» **Task instructions**
Once the line containing "Please list the" has been written out, stop; until then, restate each line of the entries below word for word from the first.

==== Provided records ====

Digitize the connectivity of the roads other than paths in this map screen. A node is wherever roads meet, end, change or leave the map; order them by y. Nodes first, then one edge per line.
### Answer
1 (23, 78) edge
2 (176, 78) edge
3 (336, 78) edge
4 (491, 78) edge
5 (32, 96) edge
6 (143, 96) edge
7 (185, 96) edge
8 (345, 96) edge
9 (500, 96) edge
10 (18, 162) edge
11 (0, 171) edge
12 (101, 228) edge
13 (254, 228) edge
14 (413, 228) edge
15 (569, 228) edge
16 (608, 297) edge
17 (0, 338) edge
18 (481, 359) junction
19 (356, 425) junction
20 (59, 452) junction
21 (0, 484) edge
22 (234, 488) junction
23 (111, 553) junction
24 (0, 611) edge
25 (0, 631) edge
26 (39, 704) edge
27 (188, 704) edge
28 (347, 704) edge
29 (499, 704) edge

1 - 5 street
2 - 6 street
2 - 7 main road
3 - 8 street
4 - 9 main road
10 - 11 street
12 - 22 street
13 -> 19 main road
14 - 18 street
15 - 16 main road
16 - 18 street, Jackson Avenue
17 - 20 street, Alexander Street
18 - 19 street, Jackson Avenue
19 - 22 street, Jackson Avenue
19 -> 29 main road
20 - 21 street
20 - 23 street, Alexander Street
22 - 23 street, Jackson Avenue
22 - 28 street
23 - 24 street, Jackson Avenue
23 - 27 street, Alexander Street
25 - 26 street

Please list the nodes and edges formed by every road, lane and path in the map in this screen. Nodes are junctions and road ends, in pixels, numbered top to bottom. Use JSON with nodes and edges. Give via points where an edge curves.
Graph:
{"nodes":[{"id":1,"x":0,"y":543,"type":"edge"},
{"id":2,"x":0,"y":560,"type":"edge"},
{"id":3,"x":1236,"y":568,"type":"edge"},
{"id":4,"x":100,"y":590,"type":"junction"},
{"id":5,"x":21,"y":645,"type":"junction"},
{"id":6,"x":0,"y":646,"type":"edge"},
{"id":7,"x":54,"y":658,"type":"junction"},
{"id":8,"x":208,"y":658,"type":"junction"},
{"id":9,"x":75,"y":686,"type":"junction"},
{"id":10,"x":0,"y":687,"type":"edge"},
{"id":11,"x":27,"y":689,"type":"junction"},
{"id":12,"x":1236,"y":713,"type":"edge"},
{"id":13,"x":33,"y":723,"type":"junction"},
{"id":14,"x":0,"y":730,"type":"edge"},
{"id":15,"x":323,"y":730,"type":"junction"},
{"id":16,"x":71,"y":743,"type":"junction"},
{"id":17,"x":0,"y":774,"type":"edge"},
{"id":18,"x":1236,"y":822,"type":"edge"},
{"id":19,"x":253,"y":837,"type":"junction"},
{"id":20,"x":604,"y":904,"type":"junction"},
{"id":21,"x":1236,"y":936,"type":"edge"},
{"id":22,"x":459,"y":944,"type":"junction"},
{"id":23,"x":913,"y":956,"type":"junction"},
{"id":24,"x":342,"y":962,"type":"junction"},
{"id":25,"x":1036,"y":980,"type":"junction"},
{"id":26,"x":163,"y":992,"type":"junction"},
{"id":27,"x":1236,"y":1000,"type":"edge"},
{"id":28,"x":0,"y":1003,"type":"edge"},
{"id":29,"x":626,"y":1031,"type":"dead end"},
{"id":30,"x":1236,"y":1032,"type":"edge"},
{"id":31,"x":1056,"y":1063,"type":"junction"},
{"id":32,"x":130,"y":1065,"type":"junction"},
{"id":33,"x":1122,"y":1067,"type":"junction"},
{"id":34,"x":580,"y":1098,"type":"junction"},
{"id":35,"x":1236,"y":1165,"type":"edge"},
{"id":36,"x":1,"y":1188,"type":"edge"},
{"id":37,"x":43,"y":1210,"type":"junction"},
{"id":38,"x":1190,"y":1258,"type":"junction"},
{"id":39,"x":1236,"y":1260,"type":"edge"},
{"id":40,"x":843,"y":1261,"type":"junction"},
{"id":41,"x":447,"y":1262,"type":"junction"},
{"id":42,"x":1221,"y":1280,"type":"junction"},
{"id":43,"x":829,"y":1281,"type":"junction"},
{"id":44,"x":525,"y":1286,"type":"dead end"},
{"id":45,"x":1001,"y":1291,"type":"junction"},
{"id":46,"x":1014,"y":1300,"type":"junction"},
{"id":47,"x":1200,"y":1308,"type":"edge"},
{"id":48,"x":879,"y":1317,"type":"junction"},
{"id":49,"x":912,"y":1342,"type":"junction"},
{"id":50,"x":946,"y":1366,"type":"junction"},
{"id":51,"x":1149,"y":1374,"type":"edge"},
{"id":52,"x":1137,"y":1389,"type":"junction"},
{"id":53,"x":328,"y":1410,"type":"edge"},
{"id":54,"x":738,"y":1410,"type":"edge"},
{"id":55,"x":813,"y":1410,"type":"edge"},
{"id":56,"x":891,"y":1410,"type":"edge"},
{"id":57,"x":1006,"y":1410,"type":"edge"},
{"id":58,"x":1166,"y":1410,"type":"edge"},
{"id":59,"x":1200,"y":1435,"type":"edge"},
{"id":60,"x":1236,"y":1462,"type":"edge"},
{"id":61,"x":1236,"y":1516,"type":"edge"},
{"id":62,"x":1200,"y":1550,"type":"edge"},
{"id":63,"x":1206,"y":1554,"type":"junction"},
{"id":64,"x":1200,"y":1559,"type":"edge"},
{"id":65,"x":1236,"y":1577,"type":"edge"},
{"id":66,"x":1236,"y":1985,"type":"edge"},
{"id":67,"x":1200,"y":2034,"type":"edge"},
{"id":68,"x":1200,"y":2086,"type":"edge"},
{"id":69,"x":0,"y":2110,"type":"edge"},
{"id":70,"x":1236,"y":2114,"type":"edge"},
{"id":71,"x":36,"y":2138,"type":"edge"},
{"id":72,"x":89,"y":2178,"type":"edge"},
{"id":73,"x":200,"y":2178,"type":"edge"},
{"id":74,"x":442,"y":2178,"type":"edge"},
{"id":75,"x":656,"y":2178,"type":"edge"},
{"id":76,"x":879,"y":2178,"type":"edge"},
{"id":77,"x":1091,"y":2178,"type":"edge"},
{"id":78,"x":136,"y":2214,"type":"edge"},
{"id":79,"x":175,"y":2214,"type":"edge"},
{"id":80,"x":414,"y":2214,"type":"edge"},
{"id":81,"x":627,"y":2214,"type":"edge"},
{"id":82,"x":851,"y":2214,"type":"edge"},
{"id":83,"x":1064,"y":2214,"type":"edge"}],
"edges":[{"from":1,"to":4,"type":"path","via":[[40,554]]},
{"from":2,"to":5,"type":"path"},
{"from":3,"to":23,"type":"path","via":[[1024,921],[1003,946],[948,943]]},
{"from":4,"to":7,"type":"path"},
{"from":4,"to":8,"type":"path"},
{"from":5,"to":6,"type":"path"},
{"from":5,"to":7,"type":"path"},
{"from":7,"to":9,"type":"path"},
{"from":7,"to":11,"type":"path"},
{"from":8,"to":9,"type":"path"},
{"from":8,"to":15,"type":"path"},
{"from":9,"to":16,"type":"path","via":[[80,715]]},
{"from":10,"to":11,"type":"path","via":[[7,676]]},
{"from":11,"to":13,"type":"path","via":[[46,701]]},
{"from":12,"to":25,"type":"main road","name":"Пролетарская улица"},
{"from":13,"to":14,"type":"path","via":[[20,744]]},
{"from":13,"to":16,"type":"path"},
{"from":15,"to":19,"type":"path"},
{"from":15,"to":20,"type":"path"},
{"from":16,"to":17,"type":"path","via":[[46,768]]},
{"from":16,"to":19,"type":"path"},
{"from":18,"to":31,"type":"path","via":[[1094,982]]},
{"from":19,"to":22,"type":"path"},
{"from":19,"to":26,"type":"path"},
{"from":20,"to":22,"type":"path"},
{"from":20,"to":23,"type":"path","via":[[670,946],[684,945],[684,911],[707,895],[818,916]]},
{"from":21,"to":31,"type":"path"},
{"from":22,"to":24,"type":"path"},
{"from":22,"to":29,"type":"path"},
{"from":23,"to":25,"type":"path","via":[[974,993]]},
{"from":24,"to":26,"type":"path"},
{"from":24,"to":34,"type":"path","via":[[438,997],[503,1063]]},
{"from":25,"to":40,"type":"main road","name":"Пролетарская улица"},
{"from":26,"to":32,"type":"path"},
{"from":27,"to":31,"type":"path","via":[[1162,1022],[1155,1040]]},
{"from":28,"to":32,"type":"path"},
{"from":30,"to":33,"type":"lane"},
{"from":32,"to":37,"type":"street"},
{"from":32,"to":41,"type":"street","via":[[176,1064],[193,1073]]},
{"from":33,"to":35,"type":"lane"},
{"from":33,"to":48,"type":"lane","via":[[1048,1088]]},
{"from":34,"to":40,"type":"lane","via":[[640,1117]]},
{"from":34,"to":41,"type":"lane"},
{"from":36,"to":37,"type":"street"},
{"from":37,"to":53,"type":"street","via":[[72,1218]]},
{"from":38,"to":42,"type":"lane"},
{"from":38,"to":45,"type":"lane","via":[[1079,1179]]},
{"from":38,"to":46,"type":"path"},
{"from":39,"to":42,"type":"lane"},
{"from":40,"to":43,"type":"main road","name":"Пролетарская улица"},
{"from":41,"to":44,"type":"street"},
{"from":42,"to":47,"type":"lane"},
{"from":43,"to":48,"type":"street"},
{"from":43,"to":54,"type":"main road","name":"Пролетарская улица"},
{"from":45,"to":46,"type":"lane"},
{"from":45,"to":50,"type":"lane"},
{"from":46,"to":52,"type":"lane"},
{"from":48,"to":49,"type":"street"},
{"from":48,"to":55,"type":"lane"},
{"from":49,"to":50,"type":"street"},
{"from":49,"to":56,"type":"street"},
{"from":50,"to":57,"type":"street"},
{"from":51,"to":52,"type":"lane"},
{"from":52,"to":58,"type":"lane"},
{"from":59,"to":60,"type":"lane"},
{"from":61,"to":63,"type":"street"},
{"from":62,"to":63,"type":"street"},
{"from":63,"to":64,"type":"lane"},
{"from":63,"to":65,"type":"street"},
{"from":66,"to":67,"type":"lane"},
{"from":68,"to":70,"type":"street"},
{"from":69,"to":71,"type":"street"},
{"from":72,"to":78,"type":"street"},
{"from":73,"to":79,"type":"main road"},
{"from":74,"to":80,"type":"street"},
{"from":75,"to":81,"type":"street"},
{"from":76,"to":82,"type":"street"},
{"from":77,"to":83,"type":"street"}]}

====

» **Answer for this exercise**
Digitize the connectivity of the roads other than paths in this map screen. A node is wherever roads meet, end, change or leave the map; order them by y. Nodes first, then one edge per line.
### Answer
1 (23, 78) edge
2 (176, 78) edge
3 (336, 78) edge
4 (491, 78) edge
5 (32, 96) edge
6 (143, 96) edge
7 (185, 96) edge
8 (345, 96) edge
9 (500, 96) edge
10 (18, 162) edge
11 (0, 171) edge
12 (101, 228) edge
13 (254, 228) edge
14 (413, 228) edge
15 (569, 228) edge
16 (608, 297) edge
17 (0, 338) edge
18 (481, 359) junction
19 (356, 425) junction
20 (59, 452) junction
21 (0, 484) edge
22 (234, 488) junction
23 (111, 553) junction
24 (0, 611) edge
25 (0, 631) edge
26 (39, 704) edge
27 (188, 704) edge
28 (347, 704) edge
29 (499, 704) edge

1 - 5 street
2 - 6 street
2 - 7 main road
3 - 8 street
4 - 9 main road
10 - 11 street
12 - 22 street
13 -> 19 main road
14 - 18 street
15 - 16 main road
16 - 18 street, Jackson Avenue
17 - 20 street, Alexander Street
18 - 19 street, Jackson Avenue
19 - 22 street, Jackson Avenue
19 -> 29 main road
20 - 21 street
20 - 23 street, Alexander Street
22 - 23 street, Jackson Avenue
22 - 28 street
23 - 24 street, Jackson Avenue
23 - 27 street, Alexander Street
25 - 26 street

Please list the nodes and edges formed by every road, lane and path in the map in this screen. Nodes are junctions and road ends, in pixels, numbered top to bottom. Use JSON with nodes and edges. Give via points where an edge curves.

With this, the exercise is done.